La propuesta de la Fiscalía de imponer penas alternativas a los jefes de las Farc y a los guerrilleros que quieran abandonar las armas, encendió las alarmas en La Haya. Si no hay cárcel para éstos, la fiscal de la CPI Fatou Bensouda podría abrir una investigación.

Augusto J. Ibáñez, Pedro Medellín/ Especial para El Espectador
06 de noviembre de 2014 - 02:19 a. m.
El deber de cumplir y hacer cumplir
Foto: EFE - ROBIN VAN LONKHUIJSEN / POOL

La fiscal jefa de la Corte Penal Internacional (CPI), Fatou Bensouda, hizo lo que debía. Notificarle al fiscal general de Colombia que, en caso de no persecución y castigo, de no hacer justicia, ella no tendría otro camino que hacer su trabajo. Ya hace varios meses, en una comunicación inusual para su cargo, había notificado al país en el mismo sentido.

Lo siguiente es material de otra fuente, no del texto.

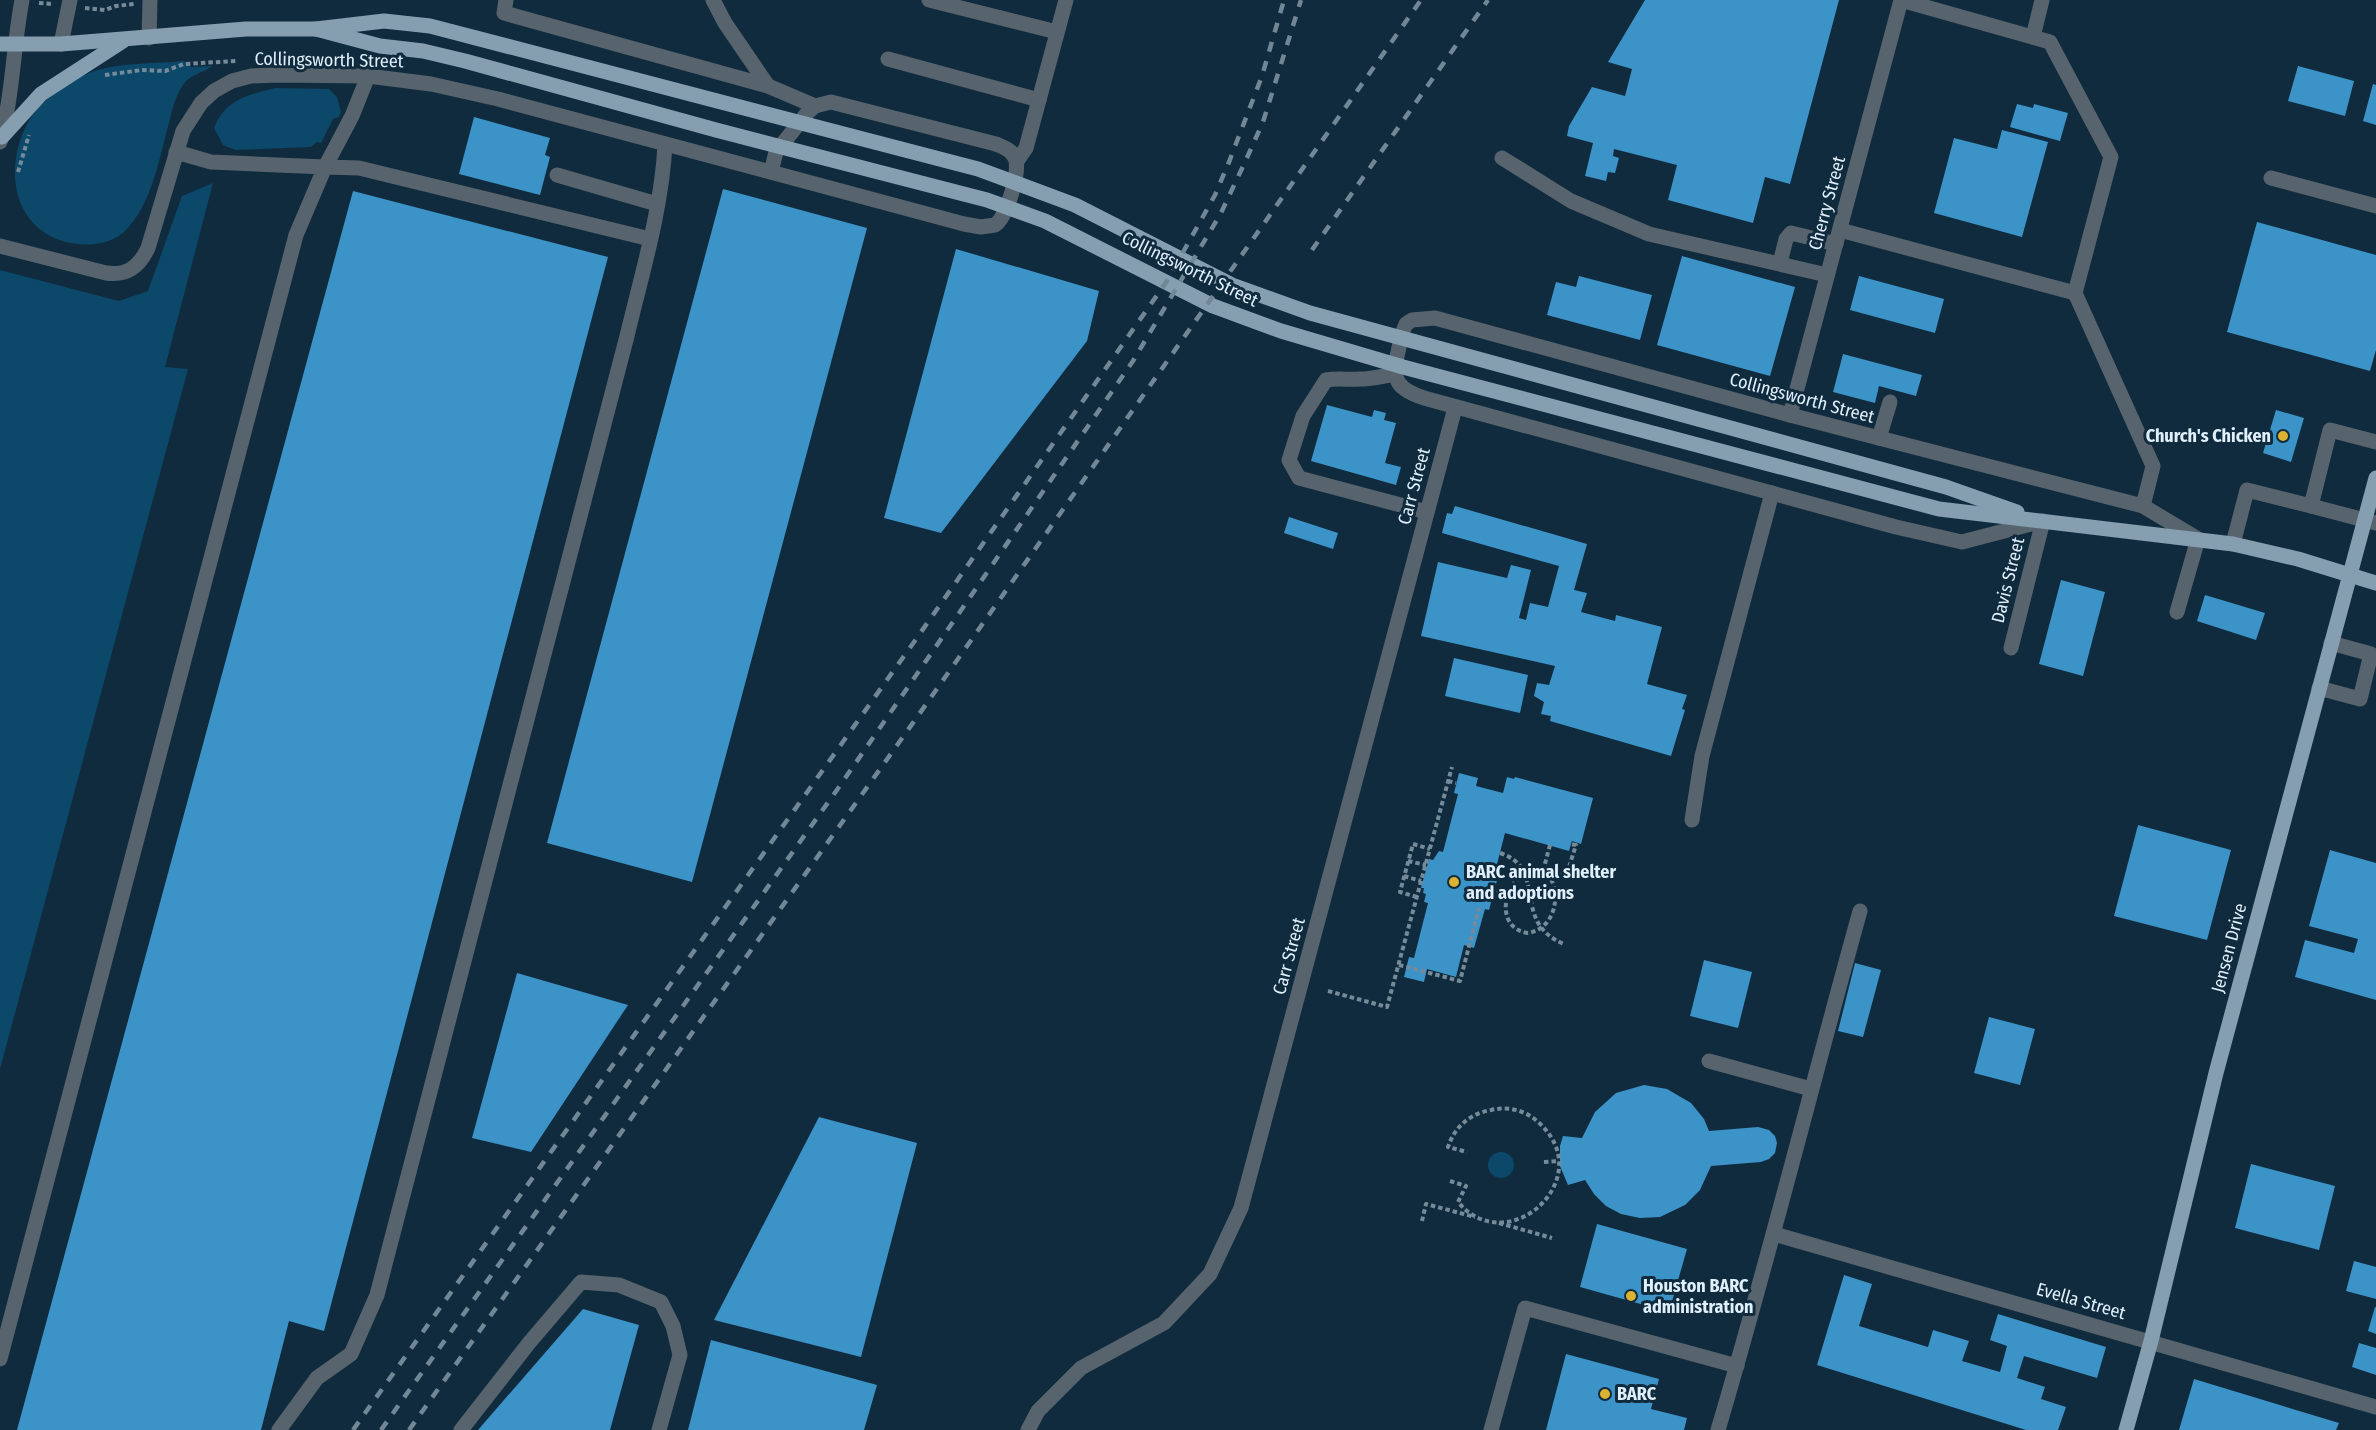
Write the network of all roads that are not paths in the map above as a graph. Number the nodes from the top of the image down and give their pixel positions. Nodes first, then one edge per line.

Era lo único que entonces podría hacer. Y es lo único que ahora puede decir.

Al fiscal Eduardo Montealegre se le debe reconocer su esfuerzo en la adecuación de la Fiscalía a las exigencias de la investigación de los delitos cometidos por las macroorganizaciones. Y, sobre todo, a pesar de los costos políticos, su empeño por asumir una pedagogía para hacerles ver a los colombianos —y que entiendan— que hay alternativas distintas a la cárcel para los jefes de las Farc, y en general para todos aquellos que, habiendo participado en el conflicto armado, quieren dejarlo y resarcir el daño. Se trata, de un esfuerzo genuino.

Sin embargo, en esta tarea, al fiscal general no siempre le ha acompañado la Fiscalía de la CPI. Primero, cuando propuso el mecanismo alternativo de suspensión de penas para la guerrilla, las alertas se encendieron de inmediato. La fiscal no aceptó que después de un proceso judicial, en el que luego de que todas las partes hubieran intervenido y el juez dictara sentencia, en aras de la paz, inmediatamente se declarara la pena suspendida. Para Bensouda, ese procedimiento no era más que un simulacro de justicia, frente al que la CPI debería actuar.

Y ahora, cuando plantea en La Haya la posibilidad de no cárcel para quienes quieren abandonar la lucha armada, las alarmas se vuelven a encender. Asumir ese camino para aquellos que cometieron delitos de lesa humanidad y crímenes de guerra, no necesariamente es aceptado para proveer justicia. Quienes violaron las reglas de la guerra, por más justificación que quieran tener, deben asumir que hay un castigo, que deben pagar. Y si para algunas sociedades, como podría ser la colombiana, el único medio para pagar las penas de los casos más execrables es la cárcel, pues no hay otra salida. Otra cosa es el tiempo que acuerde estar allí. Eso se puede negociar, como se hizo con la Ley de Justicia y Paz. Es una de las cosas que debe tener claras el Congreso al reglamentar el Marco Jurídico para la Paz. Allí puede definir las formas y los tiempos. Pero si no hay cárcel y si las víctimas sienten que no ha habido justicia, que el recurso judicial no fue efectivo, a la fiscal de la CPI no le queda otro camino que iniciar la investigación, para que los miembros de la Corte decidan y dicten sentencia.

Es la regla de juego que Colombia aceptó cumplir cuando suscribió y ratificó el Tratado de Roma. Es el compromiso maximizado por la misma Constitución Política de 1991, cuando por el llamado “Bloque de Constitucionalidad” o, sencillamente a partir del artículo 93, establece que ese mojón ya es inamovible. Que no solo es jurídicamente atendible, sino políticamente existente e imposible de ignorar: allí está.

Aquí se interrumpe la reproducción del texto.